Let R & r be the outer and inner radii of ring. Here area of the ring $=\pi ({{R}^{2}}-{{r}^{2}})$ Length of Arc, Area of Sector and Segment

Let an arc AB makes an angle$\theta <180{}^\circ$at the center of a circle of radius r then we have: (i) Length of the arc AB$=\frac{2\pi r\theta }{360}$

(ii) Area of the sector OACB $=\frac{\pi {{r}^{2}}\theta }{360}$

(iii) Perimetre of the sector$\text{OACB}=\text{OA}+\text{OB}+$length of$\overset\frown{AB}+2r+\frac{2\pi \theta }{360}$

(iv) Area of the minor segment ACBA = (Area of the sector OACB) - (area of$\Delta OAB$)$=\left( \frac{\pi {{r}^{2}}\theta }{360}-\frac{1}{2}{{r}^{2}}\sin \theta \right)$

(v) Area of the major segment BDAB = (area of the circle) - (area of the minor segment ACBA) A chord of a circle of radius 14 cm makes a right angle of the centre. Find the area of the major segments of the circle.
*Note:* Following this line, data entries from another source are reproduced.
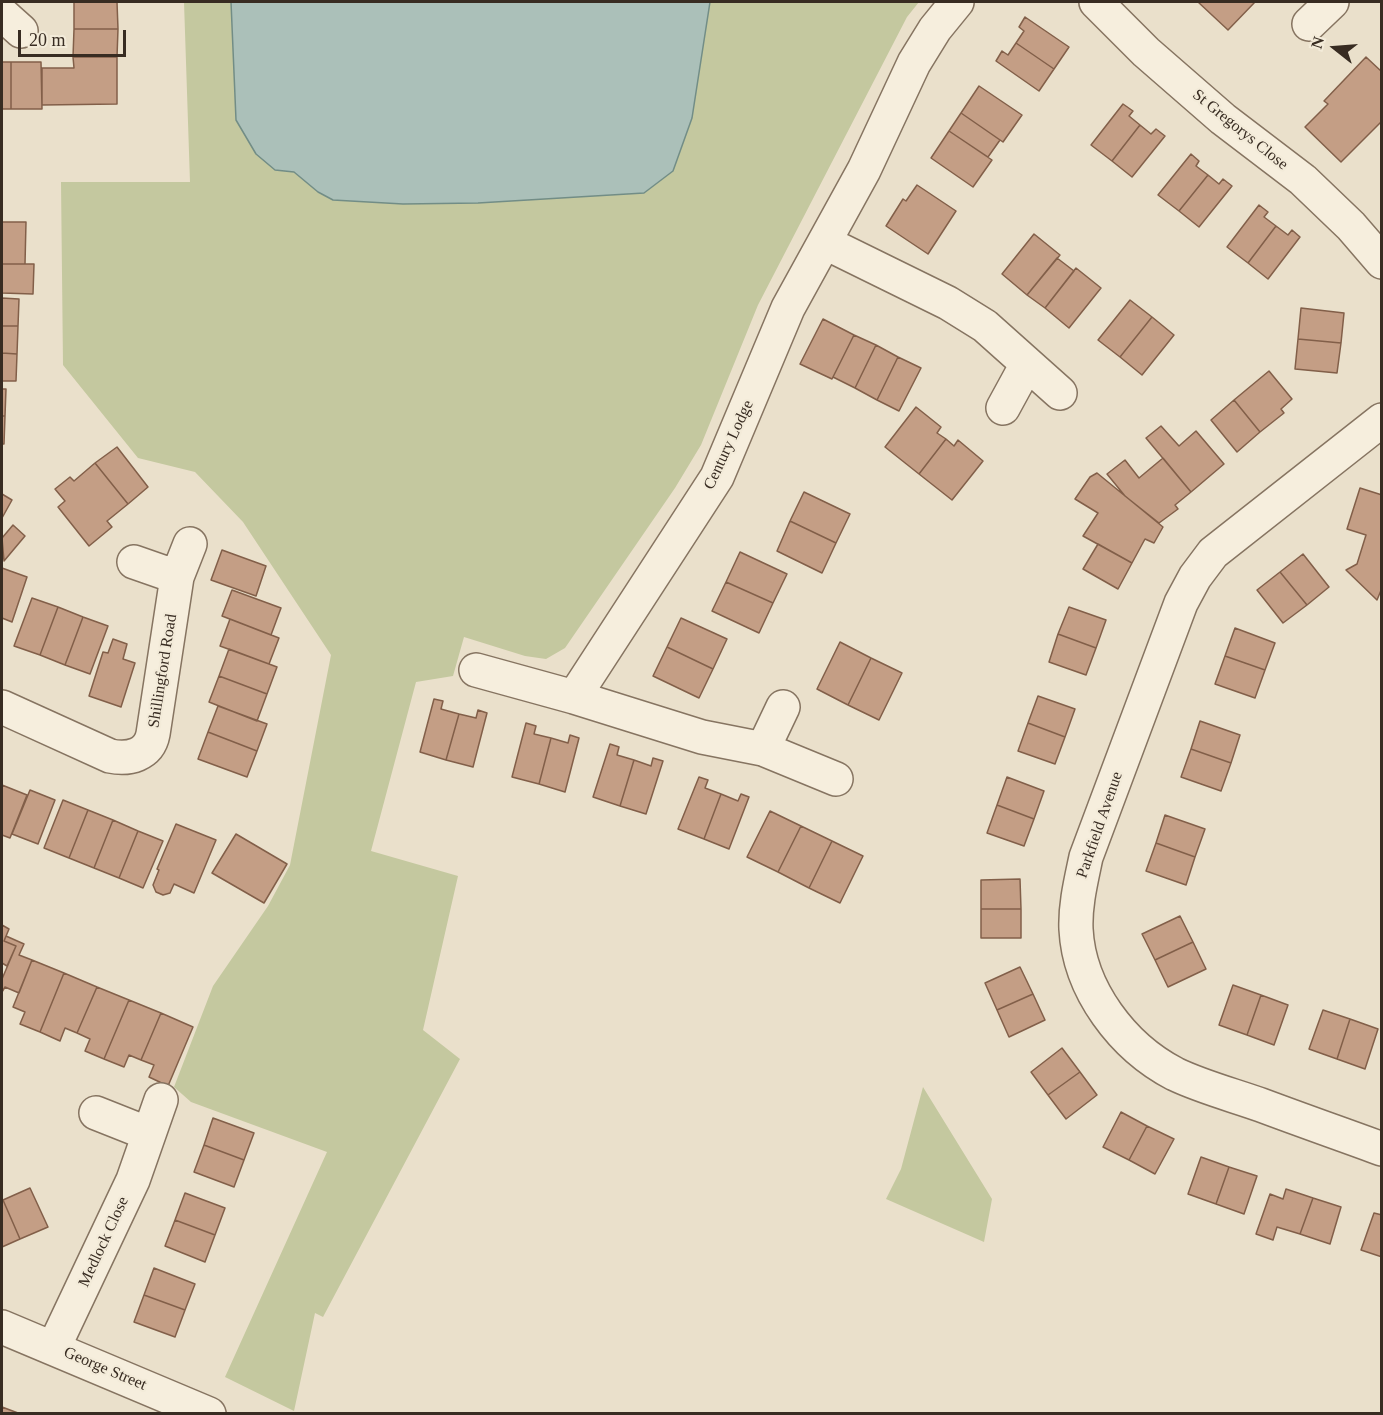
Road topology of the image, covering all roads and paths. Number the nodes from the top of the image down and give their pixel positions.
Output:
1 (957, 2) edge
2 (1096, 2) edge
3 (1332, 2) edge
4 (1309, 24) dead end
5 (826, 243) junction
6 (1382, 262) edge
7 (1027, 364) junction
8 (1060, 393) dead end
9 (1003, 408) dead end
10 (1382, 420) edge
11 (190, 544) dead end
12 (134, 562) dead end
13 (177, 577) junction
14 (476, 670) dead end
15 (574, 696) junction
16 (2, 707) edge
17 (783, 707) dead end
18 (763, 749) junction
19 (836, 779) dead end
20 (161, 1100) dead end
21 (96, 1113) dead end
22 (149, 1134) junction
23 (1382, 1149) edge
24 (2, 1327) edge
25 (54, 1347) junction
26 (209, 1413) edge

1 - 5 street, Century Lodge
2 - 6 street, St Gregorys Close
3 - 4 street
5 - 7 street
5 - 15 street, Century Lodge
7 - 8 street
7 - 9 street
10 - 23 street, Parkfield Avenue
11 - 13 street, Shillingford Road
12 - 13 street
13 - 16 street, Shillingford Road
14 - 15 street
15 - 18 street
17 - 18 street
18 - 19 street
20 - 22 street, Medlock Close
21 - 22 street
22 - 25 street, Medlock Close
24 - 25 street, George Street
25 - 26 street, George Street

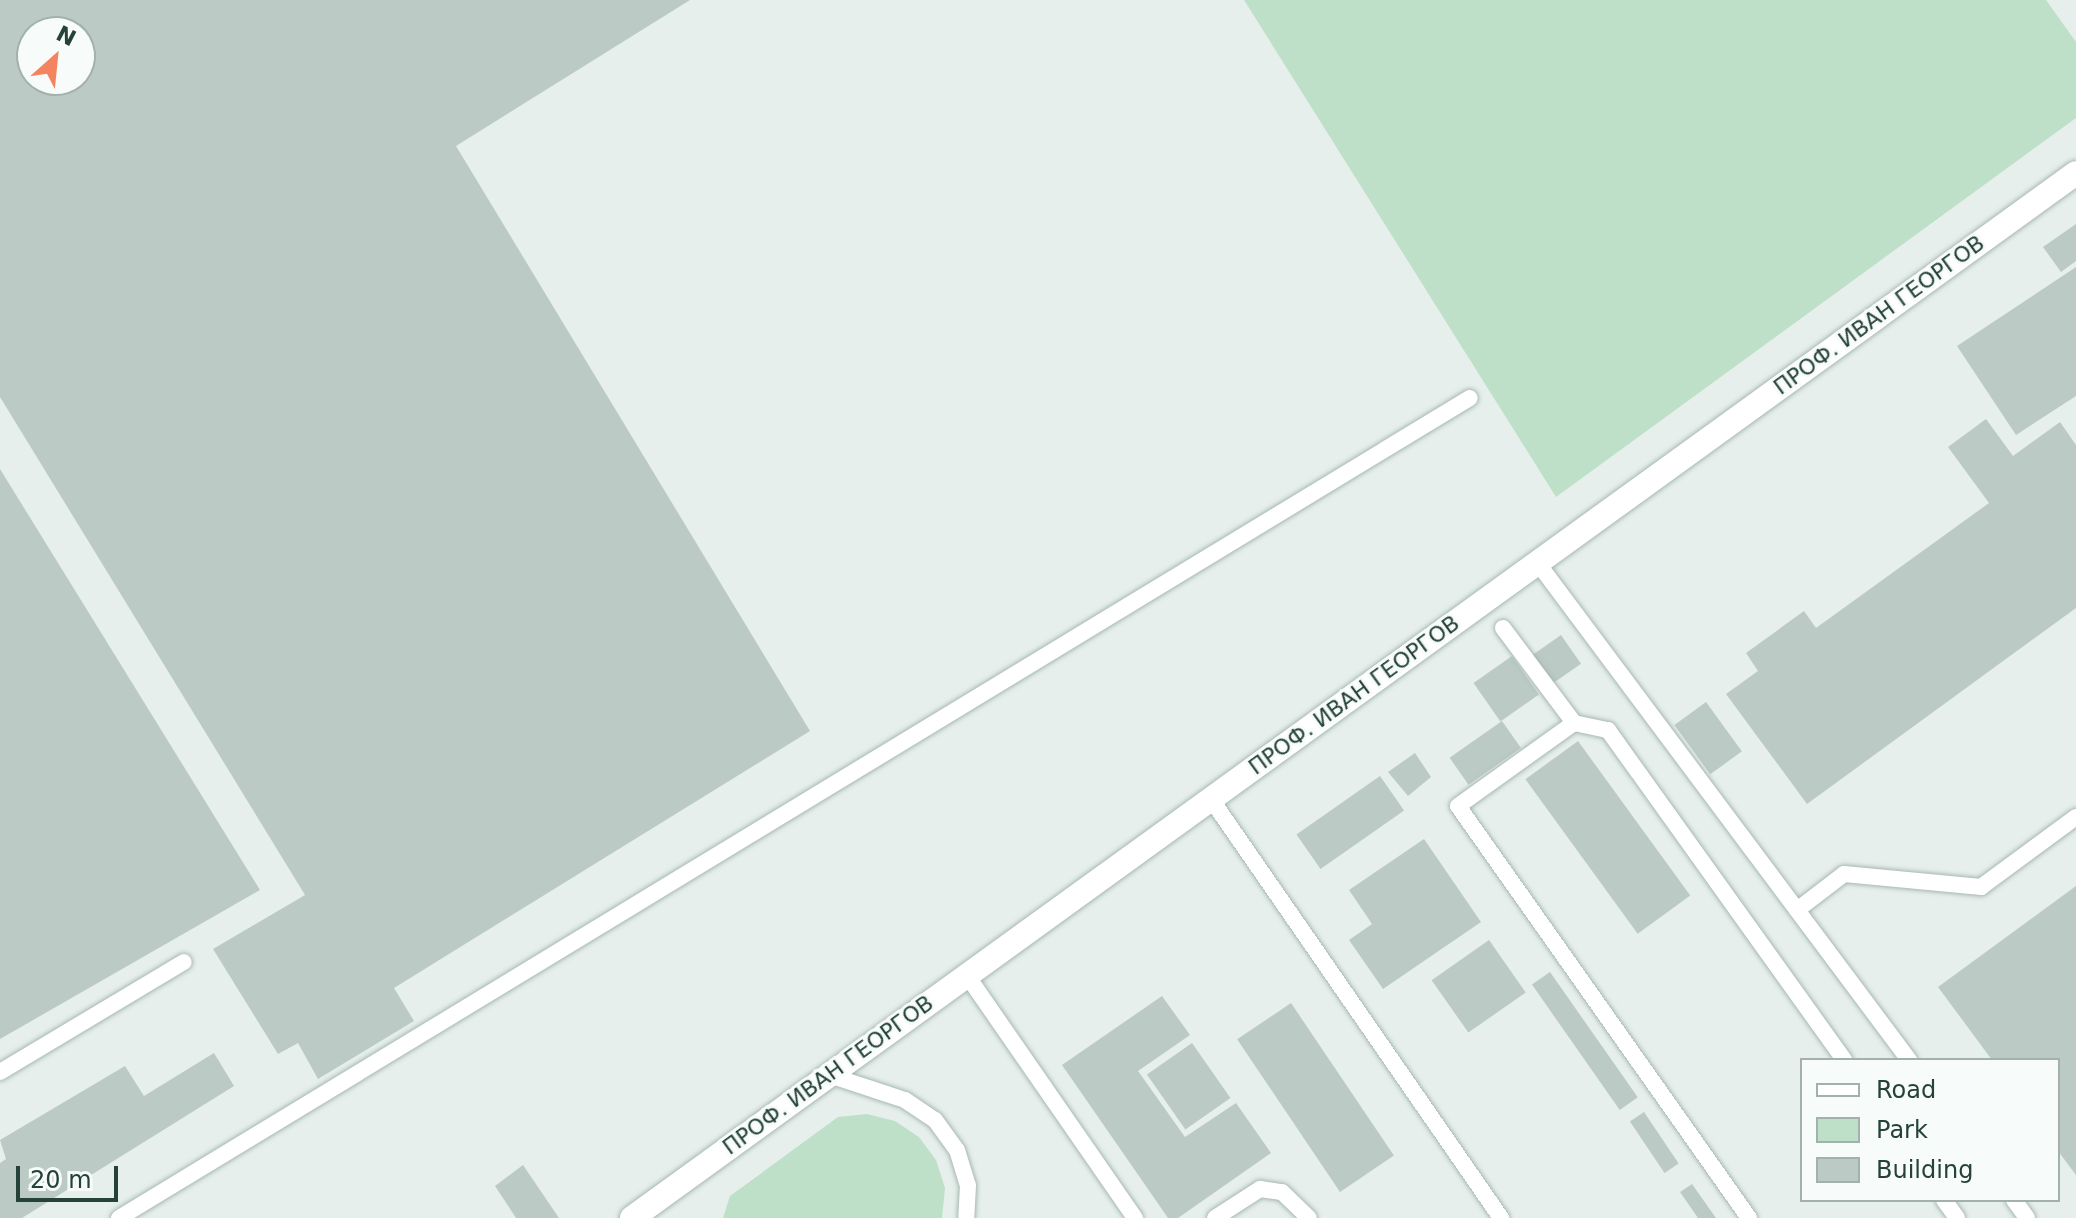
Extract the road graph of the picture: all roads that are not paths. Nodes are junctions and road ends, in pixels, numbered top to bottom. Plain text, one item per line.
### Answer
1 (2076, 173) edge
2 (1470, 398) dead end
3 (1537, 562) junction
4 (1503, 628) dead end
5 (1574, 723) junction
6 (1211, 799) junction
7 (2076, 817) edge
8 (1797, 910) junction
9 (184, 962) dead end
10 (966, 974) junction
11 (1843, 1058) edge
12 (1908, 1058) edge
13 (0, 1072) edge
14 (829, 1075) junction
15 (119, 1218) edge
16 (632, 1218) edge
17 (966, 1218) edge
18 (1135, 1218) edge
19 (1215, 1218) edge
20 (1309, 1218) edge
21 (1501, 1218) edge
22 (1749, 1218) edge

1 - 3 street, ПРОФ. ИВАН ГЕОРГОВ
2 - 15 lane
3 - 6 street, ПРОФ. ИВАН ГЕОРГОВ
3 - 8 lane
4 - 5 lane
5 - 11 lane
5 - 22 lane
6 - 10 street, ПРОФ. ИВАН ГЕОРГОВ
6 - 21 lane
7 - 8 lane
8 - 12 lane
9 - 13 lane
10 - 14 street, ПРОФ. ИВАН ГЕОРГОВ
10 - 18 lane
14 - 16 street, ПРОФ. ИВАН ГЕОРГОВ
14 - 17 lane
19 - 20 lane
(a) $\text{59}0\,\text{c}{{\text{m}}^{\text{2}}}$

(b) $\text{56}0\,\text{c}{{\text{m}}^{\text{2}}}$

(c) $\text{595}\,\text{c}{{\text{m}}^{\text{3}}}$

(d) $\text{995}\,\text{c}{{\text{m}}^{\text{2}}}$

(e) None of these

Answer: (b)

Explanation

Let AB be the chord of a circle of centre 0 & radius = 14 cm

so that$\angle \text{AOB}=\text{9}0{}^\circ$

Area of the sector OACB

$=\frac{\pi {{r}^{2}}\theta }{360}c{{m}^{2}}=\left( \frac{22}{7}\times 14\times 14\times \frac{90}{360} \right)c{{m}^{2}}=154c{{m}^{2}}$

Area of $\Delta \text{OAB}=\frac{1}{2}{{r}^{2}}\sin \theta$ $=\left( \frac{1}{2}\times 14\times 14\times \sin 90{}^\circ \right)=\text{98c}{{\text{m}}^{\text{2}}}=$ Area of the minor segment ACBA

= (area of the sector OACB) - (area of the $\Delta \text{OAB}$)$=(\text{154}-\text{98})\text{c}{{\text{m}}^{\text{2}}}=\text{56}\,\text{c}{{\text{m}}^{2}}$ Area of the major segment BDAB

= (area of the circle) - (area of the minor segment)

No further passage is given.